Eric and then Ann behind him.

Unidentified Analyst

Management

With respect to Australia the competitive environment’s been difficult you’ve lost share in the low price segment so I’m wondering how are you characterizing the outlook for 2015 is this an area in which you’re going to deploy the new commercial approach is that something you see it potentially effective in addressing some of the problems you’ve had in Australia thank you.

Jacek Olczak

CFO

I mean Australia actually on the commercial approach there are [indiscernible] for some time sales forces, there’s a lot of key accounts trade cigarettes for all the Australia that requires more of the negotiations pushing the brand pushing the product at the trade level so I think on this one we were pretty strong. I mean that there was some price moves at the bottom of the market very recently I mean at beginning of this year we know that the excise goes up the second -- sorry the scheduled excise increases in the March -- beginning of March, March 1. I mean that the prices ahead of that excise increase start moving up, it’s always been move in the right direction. So I think the worse for us -- I assume the worse for us is Australia is behind us and the things will come to some normality.

Christopher Growe

Management

We’ll go to Ann right behind you.

Ann Gurkin

Management

I have two questions on your latest conference call I think you talked about expectations for the global industry volumes to return to more historic declines rate of 1% to 2%. What should I think about risk to that number that could throw it off -- to make it weaker than expected, what should we watch for the markets any taxation if you don’t mind?

Jacek Olczak

CFO

Well I mean in last year the global was 3 point slightly above 3% and I think it should improve this year 2015, but you have to adjust going to composition of what is global and if you have the Russia more or less going into direction of 9% to 10% that’s an estimate today I mean Russia by size already will keep that global volumes around 3% peripheral.
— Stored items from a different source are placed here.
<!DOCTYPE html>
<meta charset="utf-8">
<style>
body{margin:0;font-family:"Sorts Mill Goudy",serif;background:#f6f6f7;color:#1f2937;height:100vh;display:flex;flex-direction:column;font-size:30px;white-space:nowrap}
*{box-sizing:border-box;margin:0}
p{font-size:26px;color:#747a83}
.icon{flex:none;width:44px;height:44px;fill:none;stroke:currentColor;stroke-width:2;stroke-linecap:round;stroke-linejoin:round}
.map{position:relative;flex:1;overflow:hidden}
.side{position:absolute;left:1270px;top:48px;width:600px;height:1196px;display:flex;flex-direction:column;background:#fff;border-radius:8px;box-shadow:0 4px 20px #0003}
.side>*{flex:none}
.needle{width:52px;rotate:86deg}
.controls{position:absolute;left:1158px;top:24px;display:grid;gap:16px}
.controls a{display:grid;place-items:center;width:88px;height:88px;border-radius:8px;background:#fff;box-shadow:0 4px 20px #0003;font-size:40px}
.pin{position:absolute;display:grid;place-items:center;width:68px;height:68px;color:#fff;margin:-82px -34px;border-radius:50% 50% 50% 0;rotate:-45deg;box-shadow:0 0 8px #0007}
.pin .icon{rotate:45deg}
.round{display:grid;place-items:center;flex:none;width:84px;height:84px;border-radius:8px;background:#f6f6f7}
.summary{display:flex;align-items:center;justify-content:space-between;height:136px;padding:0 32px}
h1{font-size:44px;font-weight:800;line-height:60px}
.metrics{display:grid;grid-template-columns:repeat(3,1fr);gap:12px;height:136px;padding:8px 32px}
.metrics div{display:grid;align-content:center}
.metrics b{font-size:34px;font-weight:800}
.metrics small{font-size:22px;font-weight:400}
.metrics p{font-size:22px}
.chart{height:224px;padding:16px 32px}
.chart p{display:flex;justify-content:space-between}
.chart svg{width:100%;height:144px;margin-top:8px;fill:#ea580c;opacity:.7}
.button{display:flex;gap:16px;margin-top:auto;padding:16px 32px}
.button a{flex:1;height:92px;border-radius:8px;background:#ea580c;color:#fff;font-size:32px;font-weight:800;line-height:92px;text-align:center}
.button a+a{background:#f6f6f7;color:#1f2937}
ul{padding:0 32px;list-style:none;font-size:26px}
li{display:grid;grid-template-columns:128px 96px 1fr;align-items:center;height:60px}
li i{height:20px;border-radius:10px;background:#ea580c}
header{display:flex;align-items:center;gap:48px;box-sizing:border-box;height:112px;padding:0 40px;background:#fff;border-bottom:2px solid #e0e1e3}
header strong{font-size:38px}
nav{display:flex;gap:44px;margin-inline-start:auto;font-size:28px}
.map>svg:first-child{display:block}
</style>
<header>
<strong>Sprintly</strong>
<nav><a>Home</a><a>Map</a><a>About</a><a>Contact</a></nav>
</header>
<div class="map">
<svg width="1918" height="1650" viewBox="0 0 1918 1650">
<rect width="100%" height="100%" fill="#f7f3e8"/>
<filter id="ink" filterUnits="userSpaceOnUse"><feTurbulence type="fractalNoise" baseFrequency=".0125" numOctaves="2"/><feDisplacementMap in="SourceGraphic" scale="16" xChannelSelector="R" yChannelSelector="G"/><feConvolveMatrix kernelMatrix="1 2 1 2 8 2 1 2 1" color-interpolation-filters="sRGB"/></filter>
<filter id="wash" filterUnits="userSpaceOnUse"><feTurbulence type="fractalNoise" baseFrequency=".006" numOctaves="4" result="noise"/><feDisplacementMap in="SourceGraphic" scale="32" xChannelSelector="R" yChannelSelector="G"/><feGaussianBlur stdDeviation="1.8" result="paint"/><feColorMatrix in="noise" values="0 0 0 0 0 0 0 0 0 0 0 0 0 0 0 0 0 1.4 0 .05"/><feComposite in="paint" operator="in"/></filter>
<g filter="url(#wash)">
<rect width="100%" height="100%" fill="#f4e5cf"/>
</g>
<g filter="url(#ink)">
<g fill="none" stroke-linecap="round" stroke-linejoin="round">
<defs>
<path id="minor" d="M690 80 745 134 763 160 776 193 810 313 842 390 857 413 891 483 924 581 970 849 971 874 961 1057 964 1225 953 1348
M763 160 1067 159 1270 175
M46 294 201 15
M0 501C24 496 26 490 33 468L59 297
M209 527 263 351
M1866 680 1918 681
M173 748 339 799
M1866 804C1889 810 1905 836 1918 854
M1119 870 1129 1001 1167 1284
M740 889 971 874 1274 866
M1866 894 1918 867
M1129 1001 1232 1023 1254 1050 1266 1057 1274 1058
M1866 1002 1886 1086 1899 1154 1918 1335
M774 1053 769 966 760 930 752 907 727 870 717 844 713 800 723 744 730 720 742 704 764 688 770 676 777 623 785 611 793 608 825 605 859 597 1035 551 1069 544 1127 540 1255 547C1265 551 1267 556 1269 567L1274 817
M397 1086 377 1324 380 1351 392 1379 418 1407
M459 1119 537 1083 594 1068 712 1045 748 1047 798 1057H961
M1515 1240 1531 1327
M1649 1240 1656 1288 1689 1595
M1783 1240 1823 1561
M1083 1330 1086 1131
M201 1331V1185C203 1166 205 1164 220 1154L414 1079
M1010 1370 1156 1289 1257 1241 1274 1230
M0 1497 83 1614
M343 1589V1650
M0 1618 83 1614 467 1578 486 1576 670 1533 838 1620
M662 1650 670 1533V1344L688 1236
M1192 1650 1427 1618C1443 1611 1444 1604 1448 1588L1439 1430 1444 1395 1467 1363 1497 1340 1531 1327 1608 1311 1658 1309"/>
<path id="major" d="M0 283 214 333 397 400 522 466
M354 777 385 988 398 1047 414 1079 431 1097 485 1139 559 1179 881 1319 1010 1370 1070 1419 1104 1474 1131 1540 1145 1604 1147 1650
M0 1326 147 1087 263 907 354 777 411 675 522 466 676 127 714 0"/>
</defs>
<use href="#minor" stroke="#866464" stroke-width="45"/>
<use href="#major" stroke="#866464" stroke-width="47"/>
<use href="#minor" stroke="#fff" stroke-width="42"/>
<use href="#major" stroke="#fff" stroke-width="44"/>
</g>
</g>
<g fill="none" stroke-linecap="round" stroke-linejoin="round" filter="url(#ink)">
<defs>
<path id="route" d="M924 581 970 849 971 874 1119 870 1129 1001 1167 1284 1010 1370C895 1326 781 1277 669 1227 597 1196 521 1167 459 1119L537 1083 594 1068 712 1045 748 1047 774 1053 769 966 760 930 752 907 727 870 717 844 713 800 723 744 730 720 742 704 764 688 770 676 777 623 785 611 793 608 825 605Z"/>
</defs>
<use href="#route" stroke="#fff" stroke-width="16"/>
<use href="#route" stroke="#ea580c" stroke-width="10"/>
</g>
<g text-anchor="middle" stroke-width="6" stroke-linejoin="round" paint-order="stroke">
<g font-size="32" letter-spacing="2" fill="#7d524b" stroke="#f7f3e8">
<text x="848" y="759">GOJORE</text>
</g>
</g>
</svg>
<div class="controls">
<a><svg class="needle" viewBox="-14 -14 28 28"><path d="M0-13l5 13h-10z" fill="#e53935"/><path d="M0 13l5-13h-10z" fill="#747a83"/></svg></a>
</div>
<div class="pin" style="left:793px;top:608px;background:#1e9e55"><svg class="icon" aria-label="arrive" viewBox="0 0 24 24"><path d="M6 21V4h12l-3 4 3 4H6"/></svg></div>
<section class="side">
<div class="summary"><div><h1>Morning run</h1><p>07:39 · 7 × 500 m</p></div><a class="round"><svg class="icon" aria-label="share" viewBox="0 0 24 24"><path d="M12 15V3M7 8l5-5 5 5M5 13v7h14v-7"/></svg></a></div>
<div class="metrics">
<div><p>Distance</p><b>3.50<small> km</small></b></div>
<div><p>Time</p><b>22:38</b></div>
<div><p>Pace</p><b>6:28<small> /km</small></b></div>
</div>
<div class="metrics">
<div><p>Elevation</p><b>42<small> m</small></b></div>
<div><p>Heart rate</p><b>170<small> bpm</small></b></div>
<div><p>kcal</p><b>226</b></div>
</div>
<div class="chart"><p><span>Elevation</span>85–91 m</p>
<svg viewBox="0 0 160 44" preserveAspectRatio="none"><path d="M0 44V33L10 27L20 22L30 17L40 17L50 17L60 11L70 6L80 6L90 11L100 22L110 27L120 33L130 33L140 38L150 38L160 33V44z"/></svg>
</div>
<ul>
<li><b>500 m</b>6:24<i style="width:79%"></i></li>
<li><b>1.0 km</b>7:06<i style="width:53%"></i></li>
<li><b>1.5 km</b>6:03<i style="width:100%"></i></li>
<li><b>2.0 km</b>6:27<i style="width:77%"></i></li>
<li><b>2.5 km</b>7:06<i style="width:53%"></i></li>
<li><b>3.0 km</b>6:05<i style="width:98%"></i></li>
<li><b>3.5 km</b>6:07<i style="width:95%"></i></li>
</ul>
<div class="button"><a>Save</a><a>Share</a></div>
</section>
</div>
I think the global will be below 3%, will it go to the 1% to 2% which we predict is more of the mix of the long-term trend maybe this is not the 50. But we should see the improvements there I mean even if I take into consideration the Russian estimate for a time being we’ll have better volumes in EU, Indonesia so far I mean and I think there’s a slowing down in the trend. You have a number of geographies when the volumes are growing 30. So all-in-all I think it will be better than the last year but I don’t think it’s going to come closer to 1% to 2% which we have in our mid to long-term.

Ann Gurkin

Management

Costs can you -- I think overall cost for 2015 should I can on that 3% to 5% increase range or can you help me think about cost increases?

Jacek Olczak

CFO

No, we said that for 2015 our total cost ex-RRP and ex-currency obviously should not go up, should not increase more than 1%. We’re very confident it is one. Look we have the number of the productivity initiatives from the last year which I’m rolling out in terms of a benefit in 2015 I mean [indiscernible], Australia the fact was closure. I think we feel very comfortable the way we managing now the lift prices and the close prices, so this is sort of inflationary pressure on that component, I should be expecting negatives here and I think going to ‘16 to ’17, broadly the cost should be in the range of 1% to 3% increases. I mean we have a number of productivity initiatives in the pipeline than we can hold the cost increases for this level.

Christopher Growe

Operator

We will leave the presentation and thank you very much again for your participation here and we’ll have breakout session for more Q&A. Thank you.